Donald Trump a fait le plus grand bruit au sujet des ventes d’armes au Moyen-Orient et de leurs avantages pour l’économie des Etats-Unis. Cependant, les géants de l’armement ont en fait vendu plus d’armes à l’Arabie saoudite, en moyenne, pendant l’administration Obama, y compris trois livraisons majeures en 2010 qui ont totalisé plus de 60 milliards de dollars pour des avions de combat, des hélicoptères d’attaque, des véhicules blindés, des bombes, des missiles et des canons – pratiquement tout un arsenal. Nombre de ces systèmes d’armes ont été utilisés par les Saoudiens dans le cadre de leur intervention au Yémen, qui a entraîné la mort de milliers de civils lors de frappes aériennes aveugles et l’imposition d’un blocus qui a largement contribué à la mort de près d’un quart de million de personnes à ce jour.

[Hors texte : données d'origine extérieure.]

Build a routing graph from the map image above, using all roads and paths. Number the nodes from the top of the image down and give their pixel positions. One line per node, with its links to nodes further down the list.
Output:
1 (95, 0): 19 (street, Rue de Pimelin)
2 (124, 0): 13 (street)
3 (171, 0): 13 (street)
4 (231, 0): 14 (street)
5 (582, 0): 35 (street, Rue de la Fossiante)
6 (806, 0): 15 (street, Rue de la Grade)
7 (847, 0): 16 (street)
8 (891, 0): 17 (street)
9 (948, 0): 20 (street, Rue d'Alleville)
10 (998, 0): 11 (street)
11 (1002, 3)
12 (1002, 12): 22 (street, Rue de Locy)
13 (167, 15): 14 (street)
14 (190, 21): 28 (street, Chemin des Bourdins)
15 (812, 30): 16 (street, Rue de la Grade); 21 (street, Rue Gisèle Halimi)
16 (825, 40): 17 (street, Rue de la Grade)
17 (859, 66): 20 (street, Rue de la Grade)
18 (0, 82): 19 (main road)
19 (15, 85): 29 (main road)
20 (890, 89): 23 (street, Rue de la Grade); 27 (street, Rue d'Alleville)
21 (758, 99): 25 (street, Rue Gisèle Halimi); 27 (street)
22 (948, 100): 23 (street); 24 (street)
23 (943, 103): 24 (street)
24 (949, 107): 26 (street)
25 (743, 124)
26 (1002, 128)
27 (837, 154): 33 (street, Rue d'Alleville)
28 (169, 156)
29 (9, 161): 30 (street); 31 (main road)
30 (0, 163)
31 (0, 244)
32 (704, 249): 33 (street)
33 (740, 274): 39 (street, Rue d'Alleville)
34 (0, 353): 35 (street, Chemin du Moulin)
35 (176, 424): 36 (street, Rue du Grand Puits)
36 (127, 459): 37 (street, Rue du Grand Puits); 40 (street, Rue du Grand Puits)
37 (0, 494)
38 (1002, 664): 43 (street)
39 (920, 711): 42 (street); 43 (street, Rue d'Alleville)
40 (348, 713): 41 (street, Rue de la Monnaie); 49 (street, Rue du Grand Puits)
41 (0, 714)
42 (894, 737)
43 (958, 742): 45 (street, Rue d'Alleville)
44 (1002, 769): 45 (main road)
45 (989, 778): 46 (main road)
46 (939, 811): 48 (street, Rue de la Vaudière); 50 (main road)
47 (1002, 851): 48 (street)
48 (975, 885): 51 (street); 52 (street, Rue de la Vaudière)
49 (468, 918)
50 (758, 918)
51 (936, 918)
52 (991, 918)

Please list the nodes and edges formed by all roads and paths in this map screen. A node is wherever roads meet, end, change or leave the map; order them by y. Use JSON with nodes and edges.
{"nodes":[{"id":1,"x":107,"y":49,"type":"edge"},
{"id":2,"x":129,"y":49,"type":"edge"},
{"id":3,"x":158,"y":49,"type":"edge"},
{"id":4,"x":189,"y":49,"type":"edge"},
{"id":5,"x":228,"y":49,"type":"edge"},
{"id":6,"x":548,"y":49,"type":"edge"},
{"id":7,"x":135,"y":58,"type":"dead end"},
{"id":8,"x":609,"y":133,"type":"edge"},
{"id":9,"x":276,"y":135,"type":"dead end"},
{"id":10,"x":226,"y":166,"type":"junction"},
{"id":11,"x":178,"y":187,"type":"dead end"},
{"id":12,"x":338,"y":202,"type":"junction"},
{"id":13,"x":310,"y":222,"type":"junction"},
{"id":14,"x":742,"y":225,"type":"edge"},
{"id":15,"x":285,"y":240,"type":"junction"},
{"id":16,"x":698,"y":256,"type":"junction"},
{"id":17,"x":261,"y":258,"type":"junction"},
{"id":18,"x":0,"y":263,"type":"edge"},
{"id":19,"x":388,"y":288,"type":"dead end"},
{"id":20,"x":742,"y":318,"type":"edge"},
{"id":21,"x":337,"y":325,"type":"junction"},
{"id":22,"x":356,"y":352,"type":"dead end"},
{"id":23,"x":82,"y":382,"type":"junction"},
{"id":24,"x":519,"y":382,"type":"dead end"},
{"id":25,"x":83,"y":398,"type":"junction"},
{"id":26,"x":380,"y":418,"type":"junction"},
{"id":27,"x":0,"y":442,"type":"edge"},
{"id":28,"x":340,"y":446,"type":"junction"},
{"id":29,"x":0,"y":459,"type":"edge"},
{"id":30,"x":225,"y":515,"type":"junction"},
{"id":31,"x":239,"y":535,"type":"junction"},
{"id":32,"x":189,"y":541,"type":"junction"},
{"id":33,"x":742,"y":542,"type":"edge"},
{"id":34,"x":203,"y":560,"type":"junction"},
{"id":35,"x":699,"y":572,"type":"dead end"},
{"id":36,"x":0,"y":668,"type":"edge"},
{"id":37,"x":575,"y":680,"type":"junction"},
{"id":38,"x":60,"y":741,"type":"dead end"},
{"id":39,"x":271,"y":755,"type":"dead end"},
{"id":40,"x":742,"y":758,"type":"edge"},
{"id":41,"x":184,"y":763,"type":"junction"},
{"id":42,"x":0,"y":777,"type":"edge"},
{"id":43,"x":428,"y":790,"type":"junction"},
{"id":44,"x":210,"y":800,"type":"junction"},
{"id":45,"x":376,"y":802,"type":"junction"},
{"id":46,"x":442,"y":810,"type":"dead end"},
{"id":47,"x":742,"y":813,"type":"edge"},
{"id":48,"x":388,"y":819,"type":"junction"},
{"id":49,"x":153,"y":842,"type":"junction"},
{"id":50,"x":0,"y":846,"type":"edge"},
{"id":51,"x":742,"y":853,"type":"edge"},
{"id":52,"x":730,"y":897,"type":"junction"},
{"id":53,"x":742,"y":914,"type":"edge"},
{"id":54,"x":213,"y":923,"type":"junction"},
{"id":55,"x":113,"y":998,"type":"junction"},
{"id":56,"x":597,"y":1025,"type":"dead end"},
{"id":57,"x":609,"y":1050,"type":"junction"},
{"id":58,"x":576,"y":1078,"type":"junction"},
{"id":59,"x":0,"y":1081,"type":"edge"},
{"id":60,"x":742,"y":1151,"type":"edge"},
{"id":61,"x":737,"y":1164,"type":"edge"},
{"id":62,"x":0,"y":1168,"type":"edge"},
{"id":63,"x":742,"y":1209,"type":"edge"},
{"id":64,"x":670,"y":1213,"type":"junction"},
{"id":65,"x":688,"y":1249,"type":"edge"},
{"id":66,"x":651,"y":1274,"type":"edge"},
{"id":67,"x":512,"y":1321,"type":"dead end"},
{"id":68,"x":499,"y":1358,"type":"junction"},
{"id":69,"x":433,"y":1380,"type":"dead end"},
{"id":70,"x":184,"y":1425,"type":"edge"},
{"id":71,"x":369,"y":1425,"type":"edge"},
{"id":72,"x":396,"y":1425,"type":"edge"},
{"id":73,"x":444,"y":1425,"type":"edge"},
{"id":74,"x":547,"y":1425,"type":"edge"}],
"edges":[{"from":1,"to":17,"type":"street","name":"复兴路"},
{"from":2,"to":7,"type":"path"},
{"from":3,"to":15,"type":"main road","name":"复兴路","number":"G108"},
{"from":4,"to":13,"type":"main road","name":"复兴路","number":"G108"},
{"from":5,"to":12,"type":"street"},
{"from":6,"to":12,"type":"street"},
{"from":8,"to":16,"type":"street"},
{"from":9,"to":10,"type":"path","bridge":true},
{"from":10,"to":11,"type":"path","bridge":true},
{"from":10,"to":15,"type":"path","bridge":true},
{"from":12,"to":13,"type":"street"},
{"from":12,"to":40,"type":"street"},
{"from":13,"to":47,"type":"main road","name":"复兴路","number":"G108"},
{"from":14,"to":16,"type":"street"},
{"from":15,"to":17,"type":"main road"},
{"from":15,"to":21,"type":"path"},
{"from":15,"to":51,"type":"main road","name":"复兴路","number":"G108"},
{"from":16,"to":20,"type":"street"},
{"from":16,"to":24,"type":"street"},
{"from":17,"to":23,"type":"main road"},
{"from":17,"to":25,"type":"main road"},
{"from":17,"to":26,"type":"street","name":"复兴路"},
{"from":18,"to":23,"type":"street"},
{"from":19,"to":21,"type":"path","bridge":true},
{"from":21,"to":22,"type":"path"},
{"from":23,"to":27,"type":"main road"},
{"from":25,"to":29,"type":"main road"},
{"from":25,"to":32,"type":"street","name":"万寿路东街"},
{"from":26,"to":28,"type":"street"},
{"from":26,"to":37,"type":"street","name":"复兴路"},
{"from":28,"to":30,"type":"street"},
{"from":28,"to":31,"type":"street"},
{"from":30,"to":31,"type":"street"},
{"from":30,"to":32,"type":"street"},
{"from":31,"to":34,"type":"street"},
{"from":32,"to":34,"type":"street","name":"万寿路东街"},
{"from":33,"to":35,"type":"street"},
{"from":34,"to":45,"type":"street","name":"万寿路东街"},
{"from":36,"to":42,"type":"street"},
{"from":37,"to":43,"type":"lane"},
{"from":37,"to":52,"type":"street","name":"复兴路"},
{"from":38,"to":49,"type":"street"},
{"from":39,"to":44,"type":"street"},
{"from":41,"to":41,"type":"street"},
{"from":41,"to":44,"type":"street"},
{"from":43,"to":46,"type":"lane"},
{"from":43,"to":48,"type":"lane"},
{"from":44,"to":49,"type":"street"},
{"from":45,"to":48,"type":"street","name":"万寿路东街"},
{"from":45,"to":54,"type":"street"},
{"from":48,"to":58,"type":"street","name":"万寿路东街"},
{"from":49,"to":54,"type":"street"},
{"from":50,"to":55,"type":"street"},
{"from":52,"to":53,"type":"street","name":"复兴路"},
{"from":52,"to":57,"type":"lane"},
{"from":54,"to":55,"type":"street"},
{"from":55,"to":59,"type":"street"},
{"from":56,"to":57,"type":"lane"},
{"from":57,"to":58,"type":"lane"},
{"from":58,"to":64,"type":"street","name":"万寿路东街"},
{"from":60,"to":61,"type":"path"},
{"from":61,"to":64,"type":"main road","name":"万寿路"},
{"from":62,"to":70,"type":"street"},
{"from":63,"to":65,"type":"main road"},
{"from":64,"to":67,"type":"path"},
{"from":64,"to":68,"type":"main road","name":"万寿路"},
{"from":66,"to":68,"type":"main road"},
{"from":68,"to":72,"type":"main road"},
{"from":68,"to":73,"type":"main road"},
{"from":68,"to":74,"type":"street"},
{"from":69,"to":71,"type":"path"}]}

Pour toujours les profits de guerre?
Pour mettre un frein aux profits «excessifs» des entreprises d’armement et prévenir le gaspillage, la fraude et les abus des entreprises privées dites de sécurité impliquées dans le soutien des opérations militaires des Etats-Unis, il faudra en fin de compte réduire les dépenses consacrées à la guerre et aux préparatifs de guerre. Malheureusement, jusqu’à présent, les budgets du Pentagone ne font qu’augmenter et les cinq grandes firmes d’armement reçoivent toujours plus d’argent.
Pour modifier ce schéma remarquablement constant, une nouvelle stratégie est nécessaire, une stratégie qui accroît le rôle de la diplomatie des Etats-Unis, tout en se concentrant sur les défis propres à la sécurité non militaires émergents et persistants. La «sécurité nationale» doit être redéfinie non pas en termes de nouvelle «guerre froide» avec la Chine, mais pour mettre en avant des questions cruciales comme les pandémies et le changement climatique.
Il est temps de mettre un terme aux interventions militaires étrangères directes et indirectes que les Etats-Unis ont menées en Afghanistan, en Irak, en Syrie, en Somalie, au Yémen et dans tant d’autres endroits au cours de ce siècle. Sinon, nous nous attendons à des décennies de profits de guerre supplémentaires de la part des marchands d’armes qui engrangent des bénéfices massifs en toute impunité. (Article publié sur le site TomDispatch le 21 septembre 2021; traduction par la rédaction de A l’Encontre)
William D. Hartung est le directeur du Arms and Security Program auprès du Center for International Policy. Cet article est adapté d’un nouveau rapport qu’il a rédigé pour le Center for International Policy et le Costs of War Project de l’Université Brown située à Providence dans l’Etat de Rhode Island.